Started: 11 September 2006

Ended: 3 September 2007

Episodes: 221

Based on the years

Main love story: Elisa Domínguez (Inma Cuesta) & Marcos de la Cruz (Manu Fullola)

Main cast: Ana Turpin, Luisa Gavasa, Cristóbal Suárez, Ana Otero, Inma Cuesta, Begoña Maestre, Iago García, Manu Fullola, Manuel Baqueiro, Itziar Miranda, Pastora Vega, Simón Andreu, Joan Crosas, and Emilio Gutiérrez Caba.

===1948–1950 Season 3===

Started: 4 September 2007

Ended: 3 September 2008

Episodes: 258 + 2 primes times

Principal love story: Alicia Peña (Sara Casasnovas) & Fernando Solís (Carlos García)
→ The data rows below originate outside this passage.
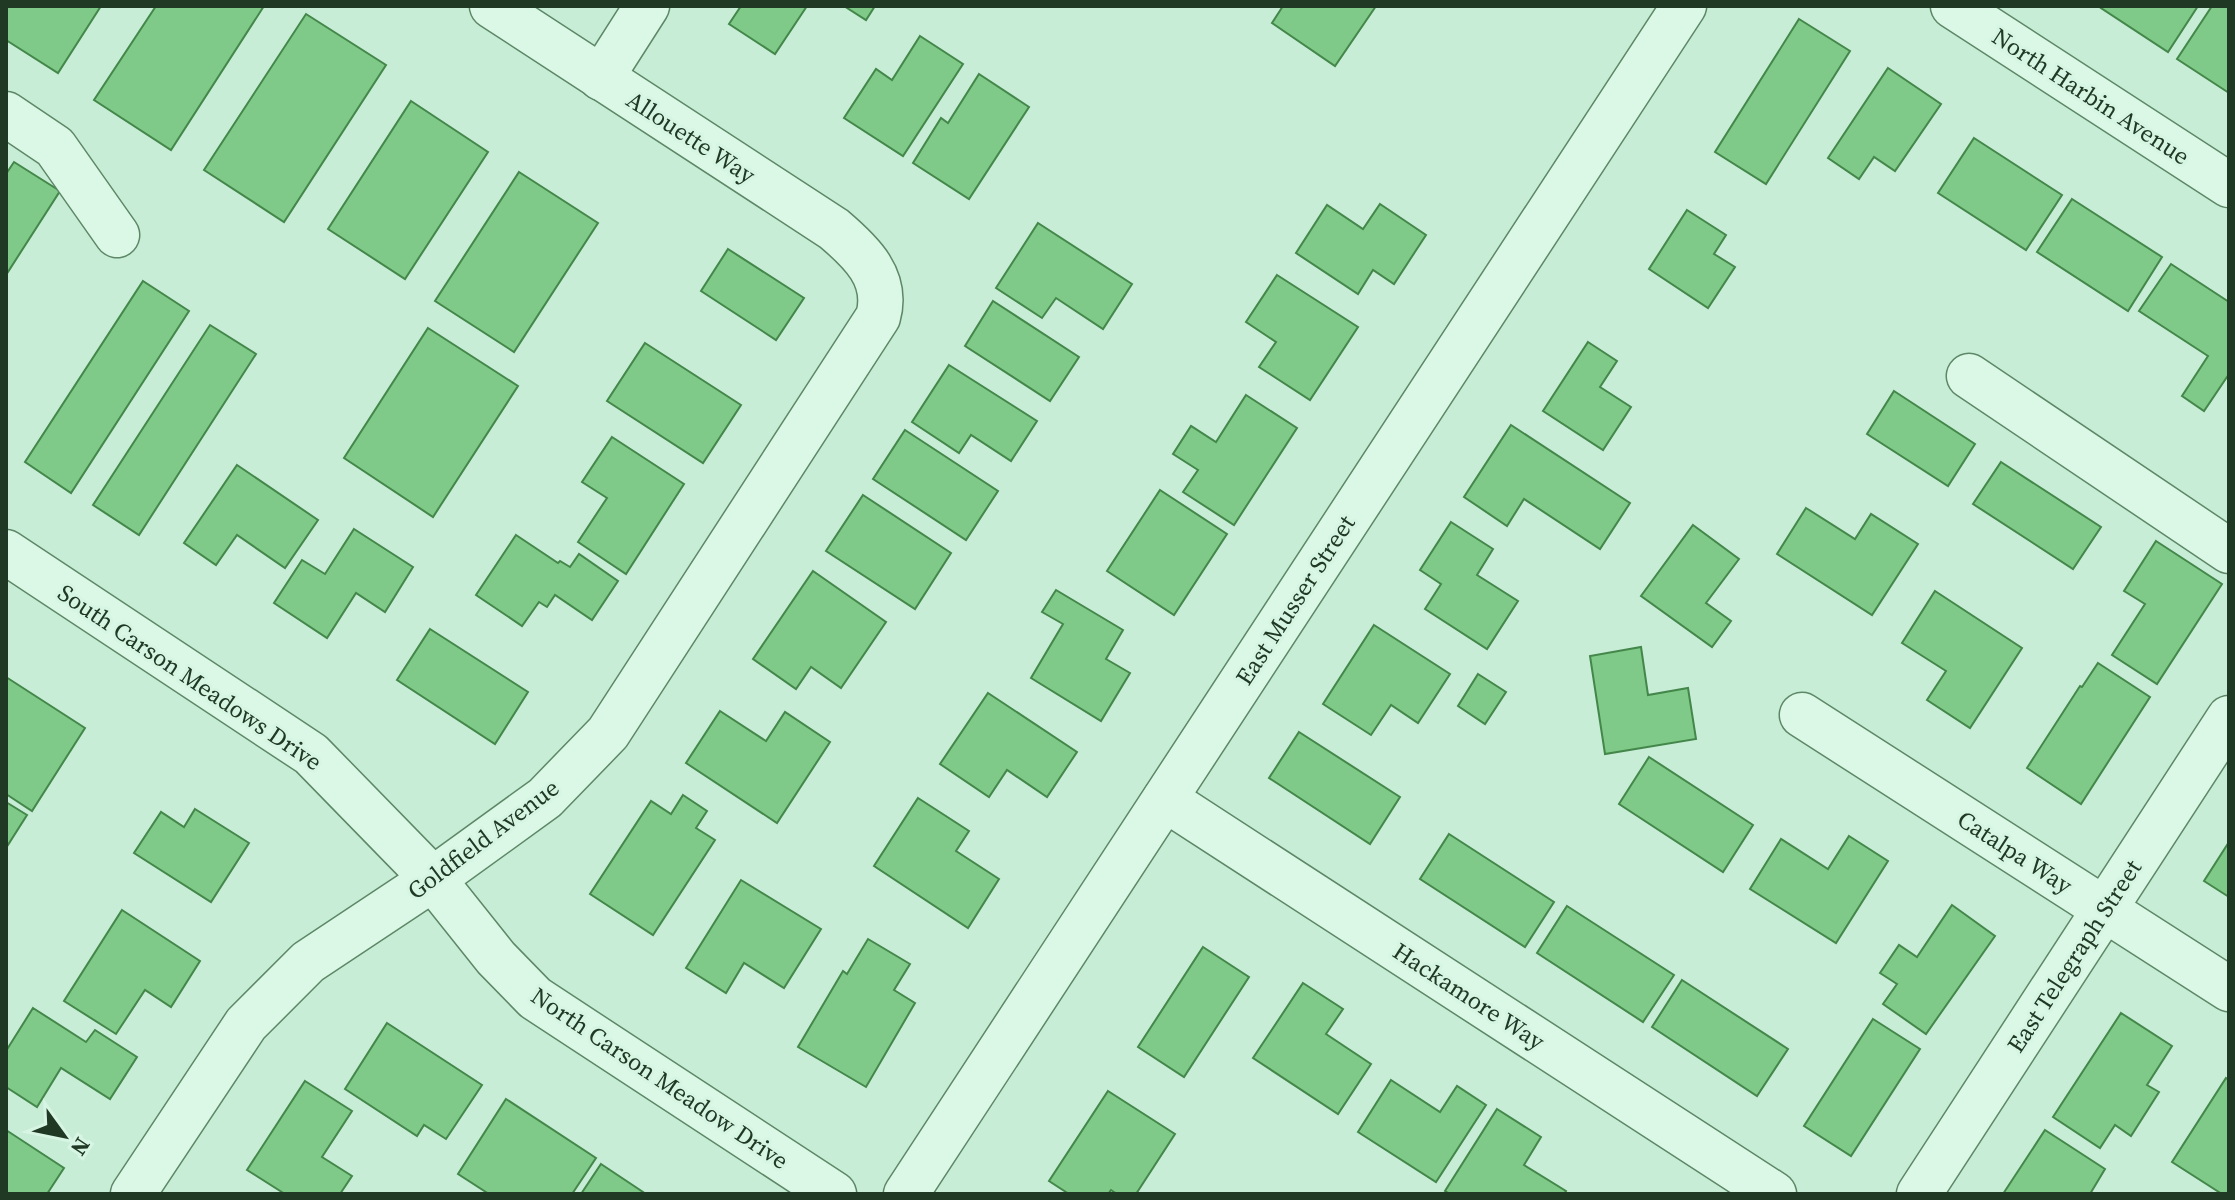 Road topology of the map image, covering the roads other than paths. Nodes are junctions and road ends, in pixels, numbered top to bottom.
1 (492, 6) edge
2 (647, 6) edge
3 (1684, 6) edge
4 (1953, 6) edge
5 (601, 78) junction
6 (6, 114) edge
7 (2229, 185) edge
8 (117, 235) dead end
9 (877, 280) joint
10 (1969, 376) dead end
11 (2229, 551) edge
12 (6, 552) edge
13 (1802, 715) dead end
14 (2229, 718) edge
15 (1165, 799) junction
16 (433, 879) junction
17 (2105, 909) junction
18 (2229, 989) edge
19 (133, 1194) edge
20 (834, 1194) edge
21 (906, 1194) edge
22 (1774, 1194) edge
23 (1919, 1194) edge

1 - 5 street, Allouette Way
2 - 5 street
3 - 15 street, East Musser Street
4 - 7 street, North Harbin Avenue
5 - 9 street, Allouette Way
6 - 8 street
9 - 16 street, Goldfield Avenue
10 - 11 street
12 - 16 street, South Carson Meadows Drive
13 - 17 street, Catalpa Way
14 - 17 street, East Telegraph Street
15 - 21 street, East Musser Street
15 - 22 street, Hackamore Way
16 - 19 street, Goldfield Avenue
16 - 20 street, North Carson Meadow Drive
17 - 18 street, Catalpa Way
17 - 23 street, East Telegraph Street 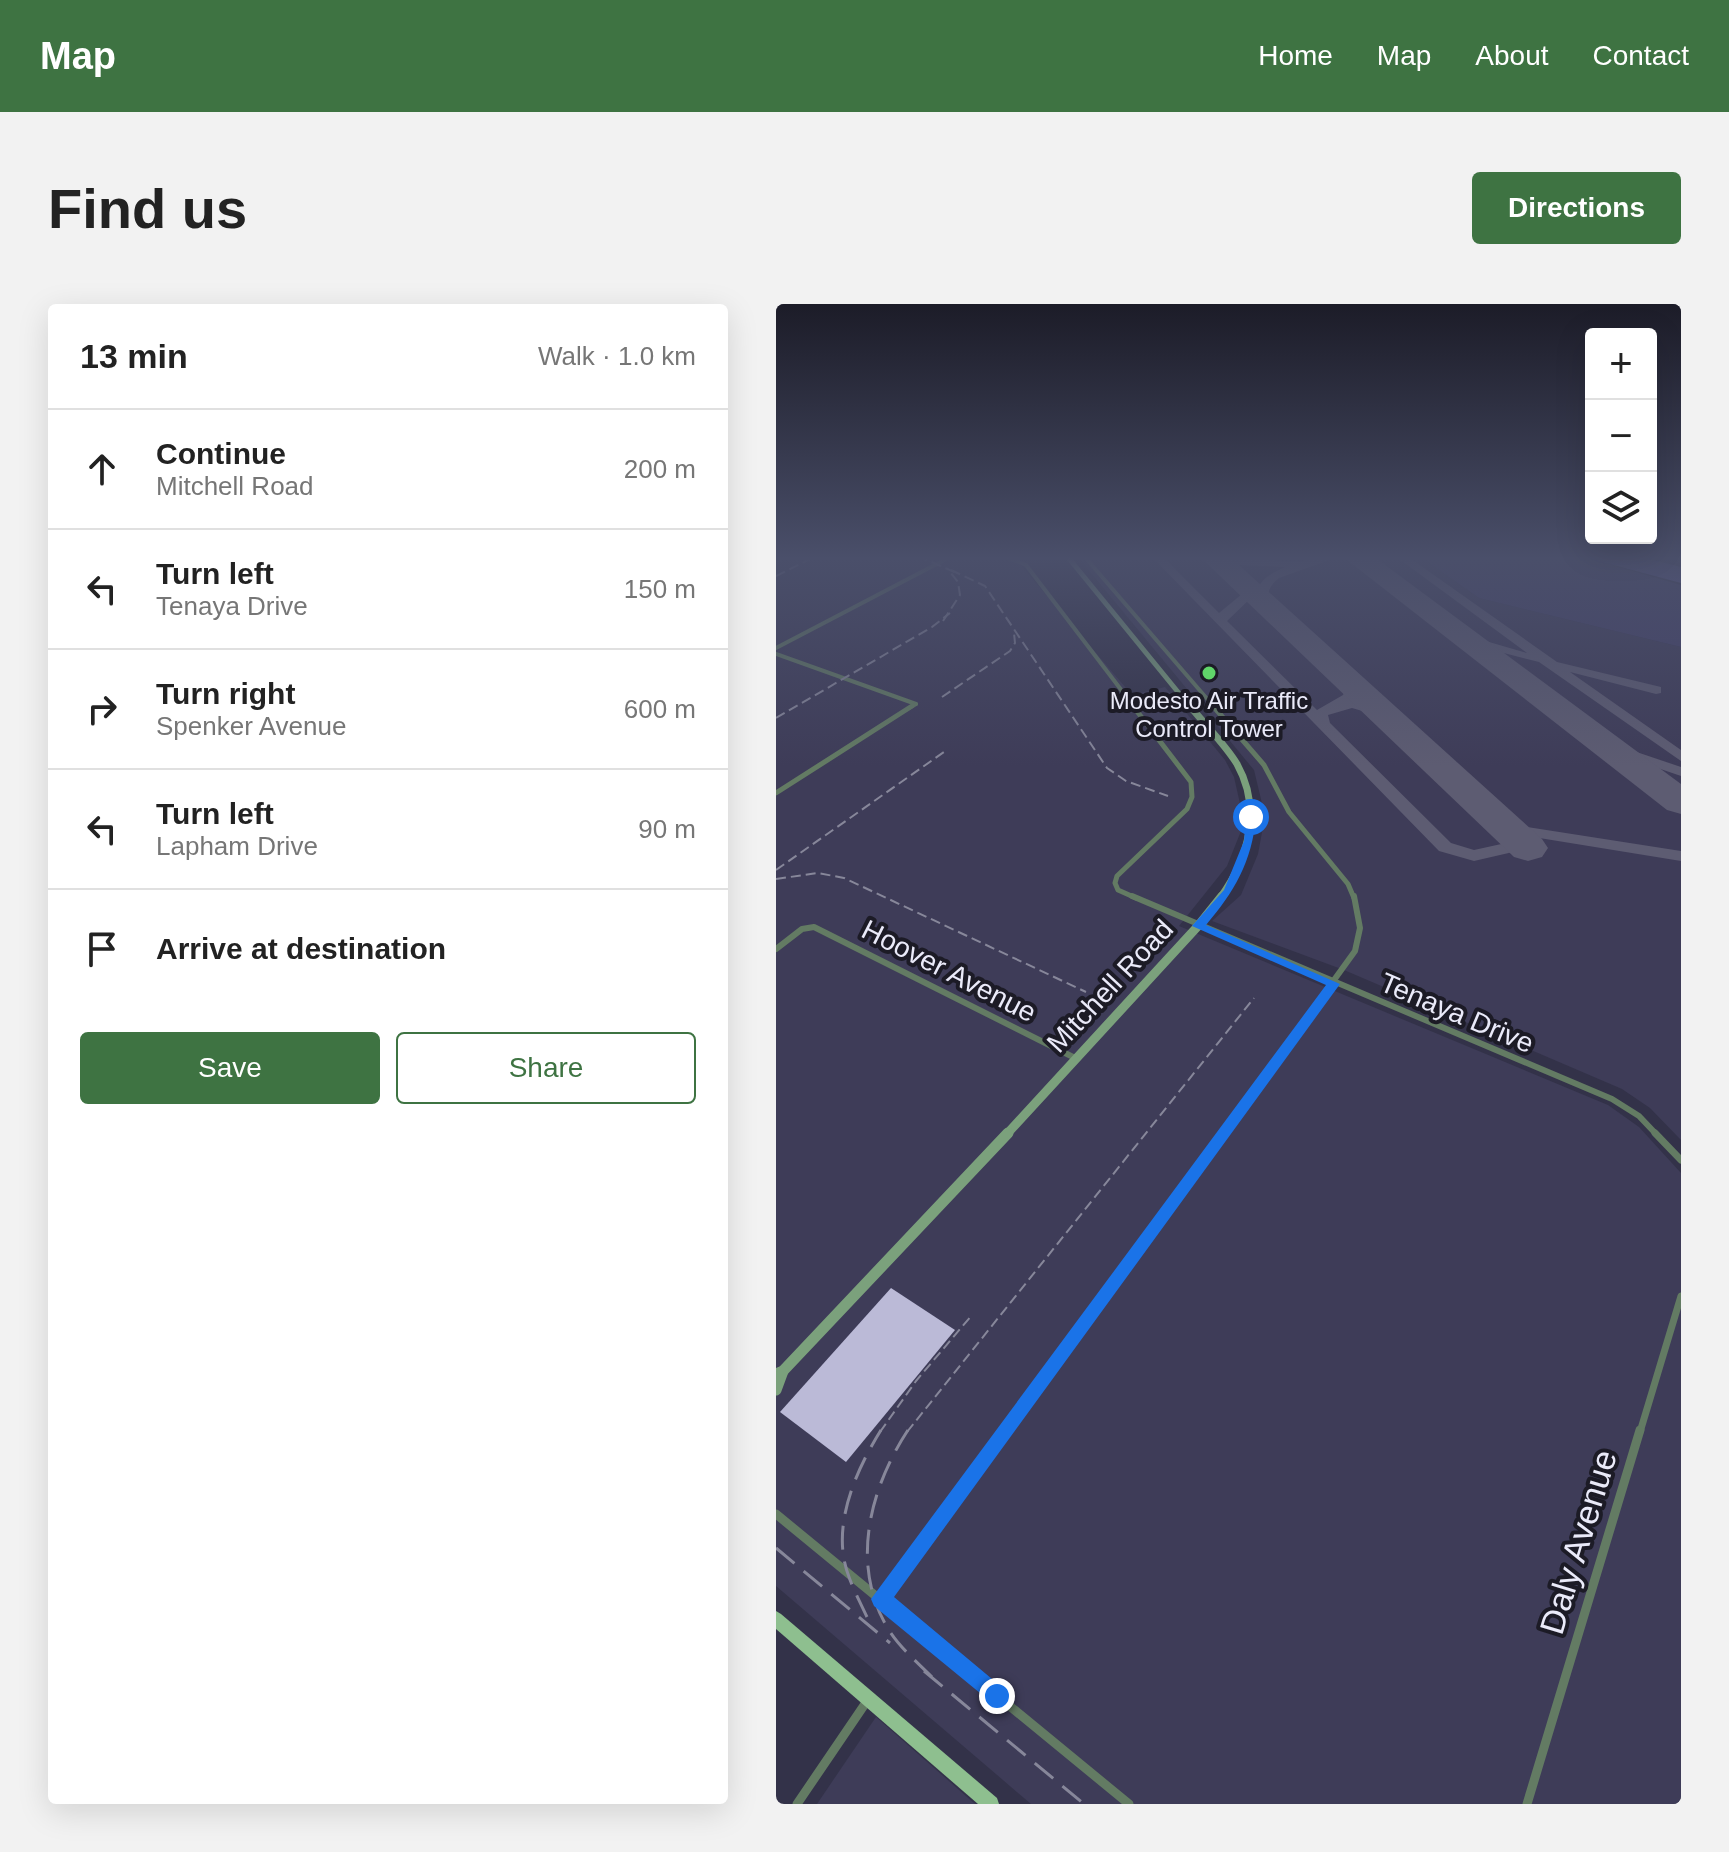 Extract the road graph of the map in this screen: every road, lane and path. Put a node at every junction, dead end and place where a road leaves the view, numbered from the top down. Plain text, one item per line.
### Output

Main cast: Manuel Baqueiro, Itziar Miranda, Emilio Gutiérrez Caba, Sara Casasnovas, Marta Calvó, Antonio Valero, Jesús Cabrero, José Antonio Sayagués, Ana Labordeta, Ana Villa, Lola Marceli, Eusebio Lázaro, and Luis Perezagua.

===1950–1952 Season 4===

Started: 4 September 2008

Ended: 27 August 2009

Episodes: 255 + 2 primes times

Principal love story: Ana Rivas (Marina San José) & Teresa García (Carlota Olcina)

Main cast: Manuel Baqueiro, Itziar Miranda, José Antonio Sayagués, Ana Labordeta, Ana Villa, Lola Marceli, Marina San José, Carlota Olcina, Javier Collado, Manuel Bandera, Cristina de Inza, Pepa Pedroche, Clara Sanchís, Álex García, Ángel Pardo, and Miguel Ortiz

===1952–1953 Season 5===

Started: 28 August 2009

Ended: 3 September 2010

Episodes: 256 + 2 primes times

Principal love story: Ana Rivas (Marina San José) & Teresa García (Carlota Olcina)

Main cast: Manuel Baqueiro, Itziar Miranda, José Antonio Sayagués, Marina San José, Carlota Olcina, Javier Collado, Pepa Pedroche, Álex García, Bárbara Lennie, Jaume García, Verónika Moral, Maite Blasco, Tomás del Estal, Cayetana Guillén Cuervo, Nacho Fresneda, Petra Martínez, Pep Munné, Rocío Madrid, Marco Martínez, Alfonso Lara, María Isasi, Fede Aguado, and Carmen Morales.

===1954–1955 Season 6===
Started: 6 September 2010

Ended: 2 September 2011

Episodes: 261 + 1 prime time

Protagonist: Irene Medina (Eva Martín)

Main cast: Manuel Baqueiro, Itziar Miranda, José Antonio Sayagués, Eva Martín, José Luis García Pérez, Roberto San Martín, Cristina Plazas, Marcos Gracia, Maica Barroso, Joaquín Climent, Nadia de Santiago, Roser Tapias, Macarena García, Carmen Gutiérrez, Jaroslaw Bielski, Israel Elejalde, Juan Antonio Quintana, Isabel Serrano, Paco Maestre, and Fiorella Faltoyano.

===1956–1957 Season 7===
Started: 5 September 2011

Ended: 15 November 2012

Episodes: 256

Principal love story: Cecilia Armenteros (Natalia Sánchez) & Alberto Cepeda (Gonzalo Ramos)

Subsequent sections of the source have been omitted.